**WHAT IS REQUIRED:** Print out all of the data below, keeping it identical to the original.

**DATA UNDER STUDY:**

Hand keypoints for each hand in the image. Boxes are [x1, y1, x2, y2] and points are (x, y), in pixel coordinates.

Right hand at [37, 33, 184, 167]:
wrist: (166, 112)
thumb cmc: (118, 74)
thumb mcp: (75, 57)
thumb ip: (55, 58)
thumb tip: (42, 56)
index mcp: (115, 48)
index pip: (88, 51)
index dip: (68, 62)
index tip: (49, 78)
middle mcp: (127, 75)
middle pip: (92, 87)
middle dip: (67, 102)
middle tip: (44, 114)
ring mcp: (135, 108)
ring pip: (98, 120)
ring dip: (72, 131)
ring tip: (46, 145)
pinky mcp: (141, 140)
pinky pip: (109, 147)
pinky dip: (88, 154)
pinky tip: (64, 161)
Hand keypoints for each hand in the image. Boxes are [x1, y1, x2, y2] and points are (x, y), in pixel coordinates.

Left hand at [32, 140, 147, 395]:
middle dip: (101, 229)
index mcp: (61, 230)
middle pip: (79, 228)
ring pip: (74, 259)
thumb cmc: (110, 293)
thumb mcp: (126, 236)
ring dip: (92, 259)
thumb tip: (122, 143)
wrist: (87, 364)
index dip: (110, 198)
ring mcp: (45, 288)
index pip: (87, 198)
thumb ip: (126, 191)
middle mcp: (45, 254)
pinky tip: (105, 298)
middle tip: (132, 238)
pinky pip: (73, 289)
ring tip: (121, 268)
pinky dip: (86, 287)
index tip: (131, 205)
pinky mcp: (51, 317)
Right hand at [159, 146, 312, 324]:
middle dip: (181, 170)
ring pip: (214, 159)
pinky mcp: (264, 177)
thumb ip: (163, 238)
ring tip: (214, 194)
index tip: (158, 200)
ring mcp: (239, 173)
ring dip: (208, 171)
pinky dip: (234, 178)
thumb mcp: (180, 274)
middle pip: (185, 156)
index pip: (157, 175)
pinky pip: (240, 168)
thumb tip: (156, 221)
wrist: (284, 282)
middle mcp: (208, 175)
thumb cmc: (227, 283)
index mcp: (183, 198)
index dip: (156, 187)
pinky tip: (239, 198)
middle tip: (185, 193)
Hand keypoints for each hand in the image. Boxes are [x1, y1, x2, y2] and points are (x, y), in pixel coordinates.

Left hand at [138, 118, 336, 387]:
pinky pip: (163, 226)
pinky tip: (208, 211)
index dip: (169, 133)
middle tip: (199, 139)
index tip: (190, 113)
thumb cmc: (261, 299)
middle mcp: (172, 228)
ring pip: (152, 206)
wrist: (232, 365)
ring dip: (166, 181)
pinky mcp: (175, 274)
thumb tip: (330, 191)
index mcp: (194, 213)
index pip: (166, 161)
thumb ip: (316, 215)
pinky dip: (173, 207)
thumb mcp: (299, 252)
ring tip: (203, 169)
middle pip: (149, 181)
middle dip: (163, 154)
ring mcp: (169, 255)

**TASK ANSWER:**
Hand keypoints for each hand in the image. Boxes are [x1, y1, x2, y2] and points are (x, y), in pixel coordinates.

Right hand at [37, 33, 184, 167]:
wrist: (166, 112)
thumb cmc: (118, 74)
thumb mcp: (75, 57)
thumb ip: (55, 58)
thumb tip: (42, 56)
index mcp: (115, 48)
index pip: (88, 51)
index dip: (68, 62)
index tip: (49, 78)
middle mcp: (127, 75)
middle pip: (92, 87)
middle dip: (67, 102)
middle tip: (44, 114)
ring mcp: (135, 108)
ring pip: (98, 120)
ring dip: (72, 131)
ring tip: (46, 145)
pinky mcp: (141, 140)
pinky pip: (109, 147)
pinky dip: (88, 154)
pinky tip: (64, 161)
Hand keypoints for each hand in the image. Boxes are [x1, y1, x2, y2] and points are (x, y), in pixel coordinates.

Left hand at [32, 140, 147, 395]:
middle dip: (101, 229)
index mcp: (61, 230)
middle pip: (79, 228)
ring pip: (74, 259)
thumb cmc: (110, 293)
thumb mcp: (126, 236)
ring dip: (92, 259)
thumb tip: (122, 143)
wrist: (87, 364)
index dip: (110, 198)
ring mcp: (45, 288)
index pip: (87, 198)
thumb ip: (126, 191)
middle mcp: (45, 254)
pinky tip: (105, 298)
middle tip: (132, 238)
pinky pip: (73, 289)
ring tip: (121, 268)
pinky dip: (86, 287)
index tip: (131, 205)
pinky mcp: (51, 317)
Right hand at [159, 146, 312, 324]:
middle dip: (181, 170)
ring pip: (214, 159)
pinky mcp: (264, 177)
thumb ip: (163, 238)
ring tip: (214, 194)
index tip: (158, 200)
ring mcp: (239, 173)
ring dip: (208, 171)
pinky dip: (234, 178)
thumb mcp: (180, 274)
middle pip: (185, 156)
index pip: (157, 175)
pinky pip: (240, 168)
thumb tip: (156, 221)
wrist: (284, 282)
middle mcp: (208, 175)
thumb cmc: (227, 283)
index mcp: (183, 198)
index dip: (156, 187)
pinky tip: (239, 198)
middle tip: (185, 193)
Hand keypoints for each hand in the image. Boxes are [x1, y1, x2, y2] and points are (x, y), in pixel coordinates.

Left hand at [138, 118, 336, 387]:
pinky pip: (163, 226)
pinky tip: (208, 211)
index dip: (169, 133)
middle tip: (199, 139)
index tip: (190, 113)
thumb cmc: (261, 299)
middle mcp: (172, 228)
ring pip: (152, 206)
wrist: (232, 365)
ring dip: (166, 181)
pinky mcp: (175, 274)
thumb tip: (330, 191)
index mcp: (194, 213)
index pip: (166, 161)
thumb ip: (316, 215)
pinky dip: (173, 207)
thumb mcp: (299, 252)
ring tip: (203, 169)
middle pip: (149, 181)
middle dip: (163, 154)
ring mcp: (169, 255)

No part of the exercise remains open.